NM IIA plays a major role in early vertebrate development. Ablation of NM IIA in mice results in lethality by embryonic day (E) 6.5 due to abnormalities in the visceral endoderm which is disorganized due to a loss of E-cadherin mediated cell-cell adhesions. Lacking a normal polarized columnar layer of endoderm, the abnormal visceral endoderm of NM IIA knockout embryos fails to support the critical step of gastrulation. However, the development of a normal functioning visceral endoderm does not specifically depend on NM IIA since its function can be restored by genetically replacing the NMHC IIA with cDNA encoding NMHC II B (or NMHC IIC) that is under control of the NMHC IIA promoter. These "replacement" mice have a normal visceral endoderm and continue to proceed through gastrulation and undergo organogenesis. However, they die when they fail to develop a normal placenta. Absence of NM IIA results in a compact and underdeveloped labyrinthine layer in the placenta which lacks fetal blood vessel invasion. Moreover, mutant p.R702C NM IIA mice show similar defects in placental formation and mice specifically ablated for NM IIA in the mouse trophoblast-lineage cells demonstrate placental defects similar to mice in which NMHC IIA is genetically replaced by NMHC IIB.

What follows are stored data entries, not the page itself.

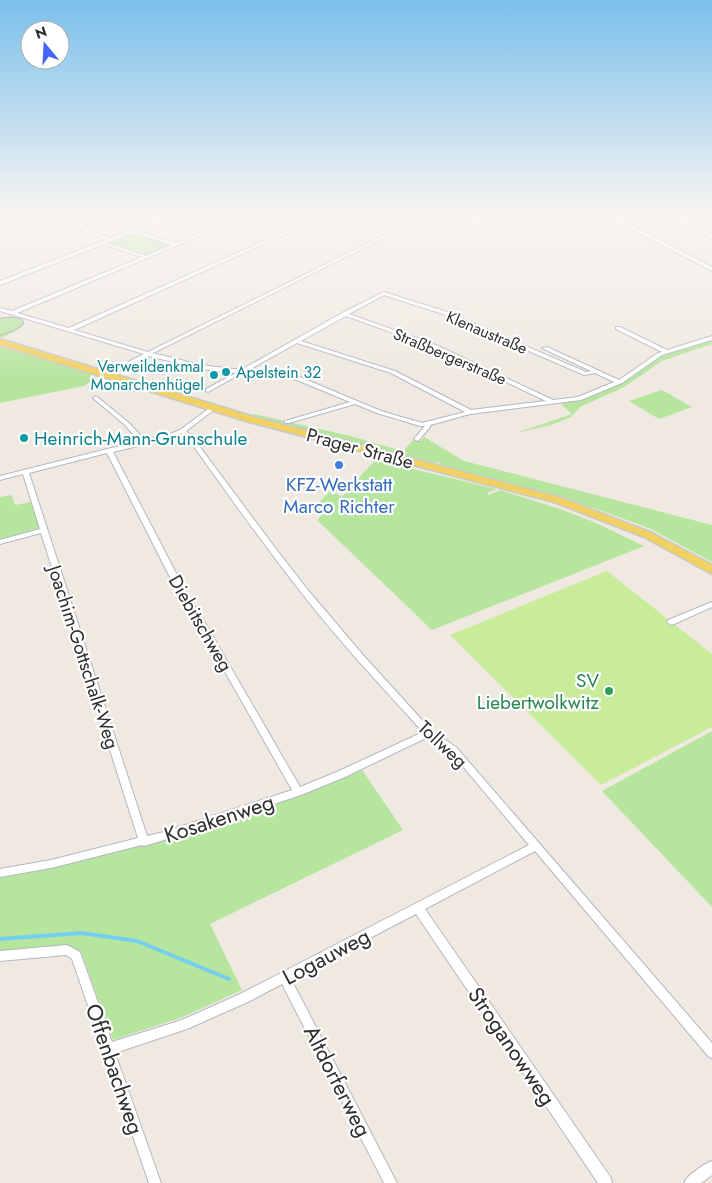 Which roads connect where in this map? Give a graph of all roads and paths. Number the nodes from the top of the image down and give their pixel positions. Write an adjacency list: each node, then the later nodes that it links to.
1 (34, 270): 5 (street)
2 (114, 270): 7 (street)
3 (202, 270): 10 (street)
4 (316, 270): 18 (street)
5 (0, 283)
6 (0, 309): 7 (street)
7 (12, 312): 10 (street)
8 (344, 314): 12 (street); 16 (street, Klenaustraße); 26 (street, Straßbergerstraße)
9 (618, 328): 17 (street)
10 (69, 330): 18 (street)
11 (712, 338): 17 (street)
12 (297, 341): 19 (street); 28 (street)
13 (0, 342): 21 (main road, Prager Straße)
14 (555, 344): 15 (street, Klenaustraße)
15 (545, 348): 16 (street, Klenaustraße); 20 (street, Klenaustraße)
16 (536, 352): 20 (street, Klenaustraße)
17 (667, 352): 22 (street)
18 (148, 354): 19 (street); 21 (street)
19 (243, 371): 23 (street); 25 (street)
20 (596, 371): 22 (street, Klenaustraße)
21 (106, 375): 27 (main road, Prager Straße)
22 (620, 382): 26 (street)
23 (208, 390)
24 (96, 398): 33 (street)
25 (355, 402): 29 (street); 30 (street)
26 (553, 402): 28 (street)
27 (213, 408): 31 (street); 39 (main road, Prager Straße)
28 (470, 412): 30 (street)
29 (287, 422)
30 (427, 424): 32 (street)
31 (182, 431): 33 (street); 44 (street, Tollweg)
32 (417, 439)
33 (144, 443): 34 (street)
34 (109, 451): 35 (street); 45 (street, Diebitschweg)
35 (25, 471): 36 (street); 37 (street, Joachim-Gottschalk-Weg)
36 (0, 478)
37 (44, 530): 38 (street); 46 (street, Joachim-Gottschalk-Weg)
38 (0, 542)
39 (712, 570)
40 (712, 601): 42 (street)
41 (712, 604): 42 (street)
42 (703, 607): 43 (street)
43 (671, 622)
44 (429, 733): 45 (street, Kosakenweg); 47 (street, Tollweg)
45 (298, 792): 46 (street, Kosakenweg)
46 (144, 842): 48 (street, Kosakenweg)
47 (536, 846): 49 (street, Logauweg); 53 (street, Tollweg)
48 (0, 873)
49 (418, 908): 51 (street, Logauweg); 57 (street, Stroganowweg)
50 (0, 956): 52 (street, Offenbachweg)
51 (285, 978): 52 (street, Logauweg); 56 (street, Altdorferweg)
52 (109, 1049): 55 (street, Offenbachweg)
53 (712, 1052)
54 (712, 1167): 58 (street)
55 (155, 1183)
56 (391, 1183)
57 (606, 1183)
58 (690, 1183)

There are three paralogs of non-muscle myosin II (NM II), NM IIA, IIB, and IIC, with each having the heavy chain encoded on a different chromosome. All three paralogs appear to bind the same or very similar light chains and share basic properties as to structure and activation, but all three play distinct roles during vertebrate development and adulthood (for general reviews on NM IIs, see ). All NM IIs have two important features: they are MgATPase enzymes that can hydrolyze ATP thereby converting chemical energy into mechanical movement. In addition, they can form bipolar filaments which can interact with and exert tension on actin filaments. These properties provide the basis for all NM II functions. The path to myosin filament formation, which is shared by NM II and smooth muscle myosin, starts with a folded inactive conformation of the NM II monomer which, upon phosphorylation of the 20 KDa light chain unfolds the molecule to produce a globular head region followed by an extended alpha-helical coiled-coil tail. The tail portion of the molecule can interact with other NM IIA hexamers to form bipolar filaments composed of 14-16 molecules.

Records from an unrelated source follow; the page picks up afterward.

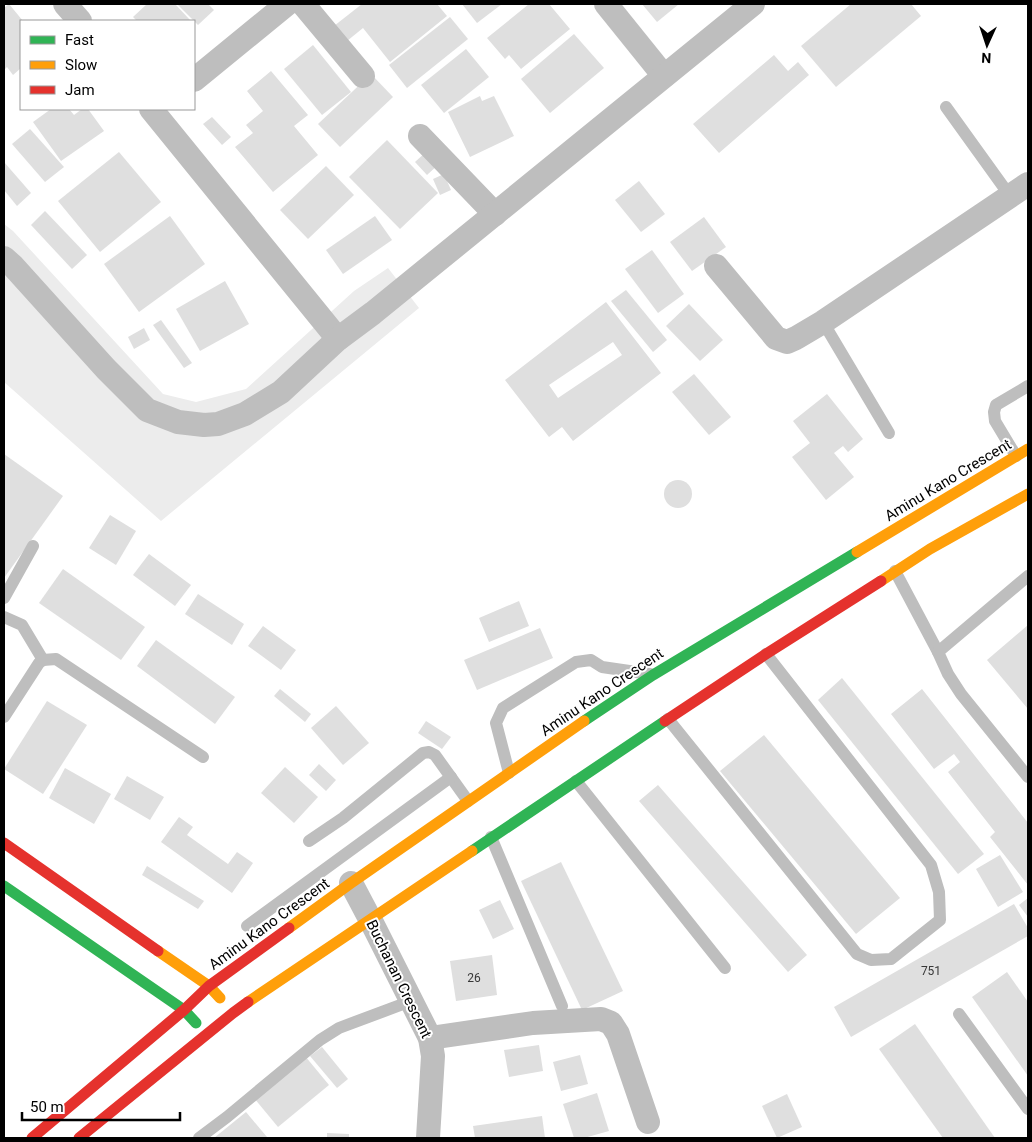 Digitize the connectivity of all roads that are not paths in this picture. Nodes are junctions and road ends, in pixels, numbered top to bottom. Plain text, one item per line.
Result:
1 (66, 4) edge
2 (287, 4) edge
3 (303, 4) edge
4 (606, 4) edge
5 (753, 4) edge
6 (79, 20) edge
7 (363, 76) dead end
8 (664, 76) junction
9 (195, 79) edge
10 (946, 107) dead end
11 (154, 110) edge
12 (420, 136) dead end
13 (1019, 190) edge
14 (495, 214) junction
15 (4, 258) edge
16 (716, 266) dead end
17 (823, 322) junction
18 (338, 339) junction
19 (1028, 386) edge
20 (889, 433) dead end
21 (1028, 449) edge
22 (1016, 456) junction
23 (1028, 494) edge
24 (33, 546) dead end
25 (895, 571) junction
26 (1028, 576) edge
27 (4, 598) edge
28 (4, 617) edge
29 (938, 652) junction
30 (766, 654) junction
31 (43, 660) junction
32 (653, 675) junction
33 (4, 717) edge
34 (668, 719) junction
35 (203, 757) dead end
36 (509, 773) junction
37 (451, 777) junction
38 (1028, 777) edge
39 (576, 781) junction
40 (468, 801) junction
41 (491, 838) junction
42 (309, 841) dead end
43 (4, 843) edge
44 (368, 854) junction
45 (350, 883) junction
46 (4, 886) edge
47 (370, 919) junction
48 (247, 926) dead end
49 (725, 968) dead end
50 (209, 986) junction
51 (411, 1001) junction
52 (562, 1006) dead end
53 (184, 1010) junction
54 (233, 1013) junction
55 (959, 1014) dead end
56 (207, 1034) junction
57 (430, 1038) junction
58 (1028, 1109) edge
59 (648, 1122) dead end
60 (32, 1138) edge
61 (79, 1138) edge
62 (199, 1138) edge
63 (428, 1138) edge

1 - 6 street
2 - 9 street
3 - 7 street
4 - 8 street
5 - 8 street
8 - 14 street
10 - 13 lane
11 - 18 street
12 - 14 street
13 - 17 street
14 - 18 street
15 - 18 street
16 - 17 street
17 - 20 lane
19 - 22 lane
21 - 22 main road, Aminu Kano Crescent
22 - 32 main road, Aminu Kano Crescent
23 - 25 main road
24 - 27 lane
25 - 29 lane
25 - 30 main road
26 - 29 lane
28 - 31 lane
29 - 38 lane
30 - 34 main road
30 - 34 lane
31 - 33 lane
31 - 35 lane
32 - 36 main road, Aminu Kano Crescent
32 - 36 lane
34 - 39 main road
36 - 40 main road, Aminu Kano Crescent
37 - 40 lane
37 - 42 lane
37 - 44 lane
39 - 41 main road
39 - 49 lane
40 - 44 main road, Aminu Kano Crescent
41 - 47 main road
41 - 52 lane
43 - 50 main road, Aminu Kano Crescent
44 - 45 main road, Aminu Kano Crescent
44 - 48 lane
45 - 47 street, Buchanan Crescent
45 - 50 main road, Aminu Kano Crescent
46 - 53 main road
47 - 51 street, Buchanan Crescent
47 - 54 main road
50 - 53 main road, Aminu Kano Crescent
50 - 54 main road, Aminu Kano Crescent
51 - 57 street, Buchanan Crescent
51 - 62 lane
53 - 56 main road
53 - 60 main road, Aminu Kano Crescent
54 - 56 main road
55 - 58 lane
56 - 61 main road
57 - 59 street
57 - 63 street, Buchanan Crescent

Phosphorylation of the 20 KDa light chains on Serine 19 and Threonine 18 by a number of different kinases, but most prominently by Rho-dependent kinase and/or by the calcium-calmodulin-dependent myosin light chain kinase, not only linearizes the folded structure but removes the inhibition imposed on the MgATPase activity due to the folded conformation. In addition to phosphorylation of the 20 KDa light chains, the NMHC IIs can also be phosphorylated, but the sites phosphorylated differ among the paralogs. In most cases phosphorylation of NMHC IIA can act to either dissociate the myosin filaments or to prevent filament formation.